## What is expected
Within the records, say how many lines include the word "Scialla"; the answer should be the number and no more.

::::::::

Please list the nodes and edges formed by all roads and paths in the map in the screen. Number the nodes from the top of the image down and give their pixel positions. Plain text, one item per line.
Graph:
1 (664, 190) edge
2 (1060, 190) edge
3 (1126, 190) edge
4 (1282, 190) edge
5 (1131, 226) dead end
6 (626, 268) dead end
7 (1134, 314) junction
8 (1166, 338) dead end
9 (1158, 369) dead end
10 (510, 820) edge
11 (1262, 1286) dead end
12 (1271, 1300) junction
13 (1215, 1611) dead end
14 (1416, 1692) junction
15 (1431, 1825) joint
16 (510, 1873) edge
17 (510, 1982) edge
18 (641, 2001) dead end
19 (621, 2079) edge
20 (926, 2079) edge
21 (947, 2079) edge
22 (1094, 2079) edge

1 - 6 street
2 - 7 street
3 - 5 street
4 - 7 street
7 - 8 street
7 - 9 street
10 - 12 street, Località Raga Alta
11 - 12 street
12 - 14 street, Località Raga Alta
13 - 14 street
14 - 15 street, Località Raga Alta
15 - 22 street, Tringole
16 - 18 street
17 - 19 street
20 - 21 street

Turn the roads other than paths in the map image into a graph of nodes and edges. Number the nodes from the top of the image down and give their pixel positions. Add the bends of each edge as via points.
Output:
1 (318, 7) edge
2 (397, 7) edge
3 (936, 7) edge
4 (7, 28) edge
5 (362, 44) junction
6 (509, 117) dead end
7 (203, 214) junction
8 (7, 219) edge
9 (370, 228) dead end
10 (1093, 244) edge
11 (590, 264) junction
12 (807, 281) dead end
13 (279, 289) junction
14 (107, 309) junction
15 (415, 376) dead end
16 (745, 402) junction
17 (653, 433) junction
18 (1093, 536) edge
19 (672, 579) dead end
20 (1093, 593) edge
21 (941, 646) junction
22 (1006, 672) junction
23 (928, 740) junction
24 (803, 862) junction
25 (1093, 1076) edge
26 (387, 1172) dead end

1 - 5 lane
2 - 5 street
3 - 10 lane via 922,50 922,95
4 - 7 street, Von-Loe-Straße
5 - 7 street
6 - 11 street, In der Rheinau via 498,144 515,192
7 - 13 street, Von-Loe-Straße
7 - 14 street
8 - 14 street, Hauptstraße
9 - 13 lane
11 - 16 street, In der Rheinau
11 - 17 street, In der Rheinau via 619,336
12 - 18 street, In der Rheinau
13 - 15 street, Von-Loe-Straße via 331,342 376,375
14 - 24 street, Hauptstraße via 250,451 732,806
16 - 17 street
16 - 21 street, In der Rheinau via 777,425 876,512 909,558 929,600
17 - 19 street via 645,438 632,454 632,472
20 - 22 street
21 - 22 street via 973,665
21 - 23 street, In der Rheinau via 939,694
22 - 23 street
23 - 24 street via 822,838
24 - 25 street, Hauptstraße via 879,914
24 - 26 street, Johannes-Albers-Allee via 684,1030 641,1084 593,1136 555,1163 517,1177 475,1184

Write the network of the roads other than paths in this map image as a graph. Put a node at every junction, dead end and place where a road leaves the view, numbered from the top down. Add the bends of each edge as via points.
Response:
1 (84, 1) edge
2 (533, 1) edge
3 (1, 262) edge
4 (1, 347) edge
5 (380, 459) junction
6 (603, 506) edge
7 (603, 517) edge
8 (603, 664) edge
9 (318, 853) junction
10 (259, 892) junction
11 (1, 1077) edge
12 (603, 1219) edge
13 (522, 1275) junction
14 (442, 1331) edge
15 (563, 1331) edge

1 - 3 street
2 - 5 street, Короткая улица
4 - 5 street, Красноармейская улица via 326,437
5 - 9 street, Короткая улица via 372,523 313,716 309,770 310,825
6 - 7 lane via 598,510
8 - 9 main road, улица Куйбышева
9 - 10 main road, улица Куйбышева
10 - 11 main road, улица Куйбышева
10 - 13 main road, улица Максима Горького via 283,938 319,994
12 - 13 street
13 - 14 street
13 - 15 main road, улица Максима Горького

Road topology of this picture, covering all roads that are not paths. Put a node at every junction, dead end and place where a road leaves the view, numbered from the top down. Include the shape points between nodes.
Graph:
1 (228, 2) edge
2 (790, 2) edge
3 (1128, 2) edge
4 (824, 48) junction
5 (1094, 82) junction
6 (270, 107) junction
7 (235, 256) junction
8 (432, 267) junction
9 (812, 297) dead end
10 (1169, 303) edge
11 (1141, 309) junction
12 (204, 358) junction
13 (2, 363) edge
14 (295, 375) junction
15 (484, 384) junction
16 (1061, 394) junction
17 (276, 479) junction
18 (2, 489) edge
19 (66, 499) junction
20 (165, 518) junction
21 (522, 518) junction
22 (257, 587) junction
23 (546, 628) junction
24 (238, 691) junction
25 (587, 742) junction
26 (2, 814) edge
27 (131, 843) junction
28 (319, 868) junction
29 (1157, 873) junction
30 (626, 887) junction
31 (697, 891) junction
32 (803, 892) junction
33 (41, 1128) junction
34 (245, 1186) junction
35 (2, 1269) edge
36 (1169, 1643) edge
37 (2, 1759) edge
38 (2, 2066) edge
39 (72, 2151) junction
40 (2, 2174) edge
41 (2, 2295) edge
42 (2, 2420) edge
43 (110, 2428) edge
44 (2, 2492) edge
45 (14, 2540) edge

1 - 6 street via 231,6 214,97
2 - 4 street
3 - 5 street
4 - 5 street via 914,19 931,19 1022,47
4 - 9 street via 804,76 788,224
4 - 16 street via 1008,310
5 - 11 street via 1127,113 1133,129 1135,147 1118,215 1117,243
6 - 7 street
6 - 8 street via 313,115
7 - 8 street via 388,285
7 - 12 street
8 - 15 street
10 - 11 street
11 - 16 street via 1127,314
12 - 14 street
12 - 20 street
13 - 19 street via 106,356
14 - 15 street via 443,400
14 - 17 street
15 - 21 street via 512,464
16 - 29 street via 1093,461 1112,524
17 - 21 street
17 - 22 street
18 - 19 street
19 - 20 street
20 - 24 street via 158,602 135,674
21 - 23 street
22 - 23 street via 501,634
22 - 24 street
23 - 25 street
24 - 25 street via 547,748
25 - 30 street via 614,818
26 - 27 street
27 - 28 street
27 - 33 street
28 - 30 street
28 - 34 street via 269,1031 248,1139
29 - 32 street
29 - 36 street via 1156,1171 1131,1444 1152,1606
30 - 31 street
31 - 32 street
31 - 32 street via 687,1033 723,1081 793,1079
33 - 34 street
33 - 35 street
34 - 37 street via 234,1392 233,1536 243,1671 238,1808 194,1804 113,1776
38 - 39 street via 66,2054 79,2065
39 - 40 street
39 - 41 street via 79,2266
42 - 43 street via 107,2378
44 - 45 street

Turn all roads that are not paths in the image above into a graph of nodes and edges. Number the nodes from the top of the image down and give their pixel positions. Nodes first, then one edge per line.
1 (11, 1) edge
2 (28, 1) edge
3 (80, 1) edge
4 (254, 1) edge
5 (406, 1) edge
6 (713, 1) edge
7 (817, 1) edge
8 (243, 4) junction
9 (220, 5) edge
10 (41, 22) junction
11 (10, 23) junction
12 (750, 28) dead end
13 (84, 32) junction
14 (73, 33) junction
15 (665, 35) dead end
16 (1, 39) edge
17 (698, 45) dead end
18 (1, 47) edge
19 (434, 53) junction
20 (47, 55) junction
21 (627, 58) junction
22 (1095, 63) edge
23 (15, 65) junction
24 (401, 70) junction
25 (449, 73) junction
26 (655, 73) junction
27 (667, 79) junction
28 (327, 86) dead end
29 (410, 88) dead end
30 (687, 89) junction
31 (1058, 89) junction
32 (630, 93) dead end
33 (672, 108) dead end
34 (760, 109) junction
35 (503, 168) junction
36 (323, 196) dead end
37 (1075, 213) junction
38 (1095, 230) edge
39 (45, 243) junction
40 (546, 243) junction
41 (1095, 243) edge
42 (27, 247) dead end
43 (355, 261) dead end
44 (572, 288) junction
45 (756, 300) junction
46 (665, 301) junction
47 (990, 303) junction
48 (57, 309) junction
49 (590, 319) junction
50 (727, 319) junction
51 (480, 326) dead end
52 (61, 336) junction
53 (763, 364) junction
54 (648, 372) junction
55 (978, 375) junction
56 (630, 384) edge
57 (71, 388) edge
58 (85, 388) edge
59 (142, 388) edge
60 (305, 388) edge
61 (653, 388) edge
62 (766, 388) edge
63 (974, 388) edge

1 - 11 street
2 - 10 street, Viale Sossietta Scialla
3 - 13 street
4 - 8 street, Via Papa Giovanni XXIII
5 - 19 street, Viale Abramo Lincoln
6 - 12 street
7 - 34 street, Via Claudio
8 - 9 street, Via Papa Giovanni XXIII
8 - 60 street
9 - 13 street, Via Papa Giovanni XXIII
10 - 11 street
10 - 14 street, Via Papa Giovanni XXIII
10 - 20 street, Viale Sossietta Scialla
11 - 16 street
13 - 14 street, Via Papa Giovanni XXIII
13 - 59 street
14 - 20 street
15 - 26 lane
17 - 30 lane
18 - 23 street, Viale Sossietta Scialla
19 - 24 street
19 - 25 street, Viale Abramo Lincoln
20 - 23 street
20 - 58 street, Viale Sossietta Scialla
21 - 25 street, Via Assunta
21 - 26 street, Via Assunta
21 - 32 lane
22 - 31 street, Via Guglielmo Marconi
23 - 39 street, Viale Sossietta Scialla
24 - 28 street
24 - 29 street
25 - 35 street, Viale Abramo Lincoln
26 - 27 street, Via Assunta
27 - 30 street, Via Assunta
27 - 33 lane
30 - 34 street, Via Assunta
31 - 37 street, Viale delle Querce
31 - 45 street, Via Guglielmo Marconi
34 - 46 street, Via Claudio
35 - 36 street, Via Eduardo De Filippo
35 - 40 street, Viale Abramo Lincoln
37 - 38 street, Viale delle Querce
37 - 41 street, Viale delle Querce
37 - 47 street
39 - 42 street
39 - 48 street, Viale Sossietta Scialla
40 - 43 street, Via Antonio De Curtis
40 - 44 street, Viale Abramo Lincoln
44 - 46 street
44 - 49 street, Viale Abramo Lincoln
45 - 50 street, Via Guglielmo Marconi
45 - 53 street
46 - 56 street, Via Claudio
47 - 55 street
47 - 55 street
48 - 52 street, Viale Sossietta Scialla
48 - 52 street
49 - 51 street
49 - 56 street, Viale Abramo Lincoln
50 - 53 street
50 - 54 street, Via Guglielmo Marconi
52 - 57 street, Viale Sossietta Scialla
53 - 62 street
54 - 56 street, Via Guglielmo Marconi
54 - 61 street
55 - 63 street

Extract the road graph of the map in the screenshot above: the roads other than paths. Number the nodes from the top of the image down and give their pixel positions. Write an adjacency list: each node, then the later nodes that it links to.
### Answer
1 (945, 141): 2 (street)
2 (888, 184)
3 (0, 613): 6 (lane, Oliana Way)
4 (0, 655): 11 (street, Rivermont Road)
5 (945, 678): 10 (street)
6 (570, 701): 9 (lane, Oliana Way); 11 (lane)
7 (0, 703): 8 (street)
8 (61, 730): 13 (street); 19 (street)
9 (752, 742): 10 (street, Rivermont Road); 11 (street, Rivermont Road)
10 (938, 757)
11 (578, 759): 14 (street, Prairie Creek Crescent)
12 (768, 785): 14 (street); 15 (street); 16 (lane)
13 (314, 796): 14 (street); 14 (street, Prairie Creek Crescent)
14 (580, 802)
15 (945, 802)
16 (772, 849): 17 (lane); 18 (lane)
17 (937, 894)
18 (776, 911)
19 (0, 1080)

::::::::

## Exercise answer
8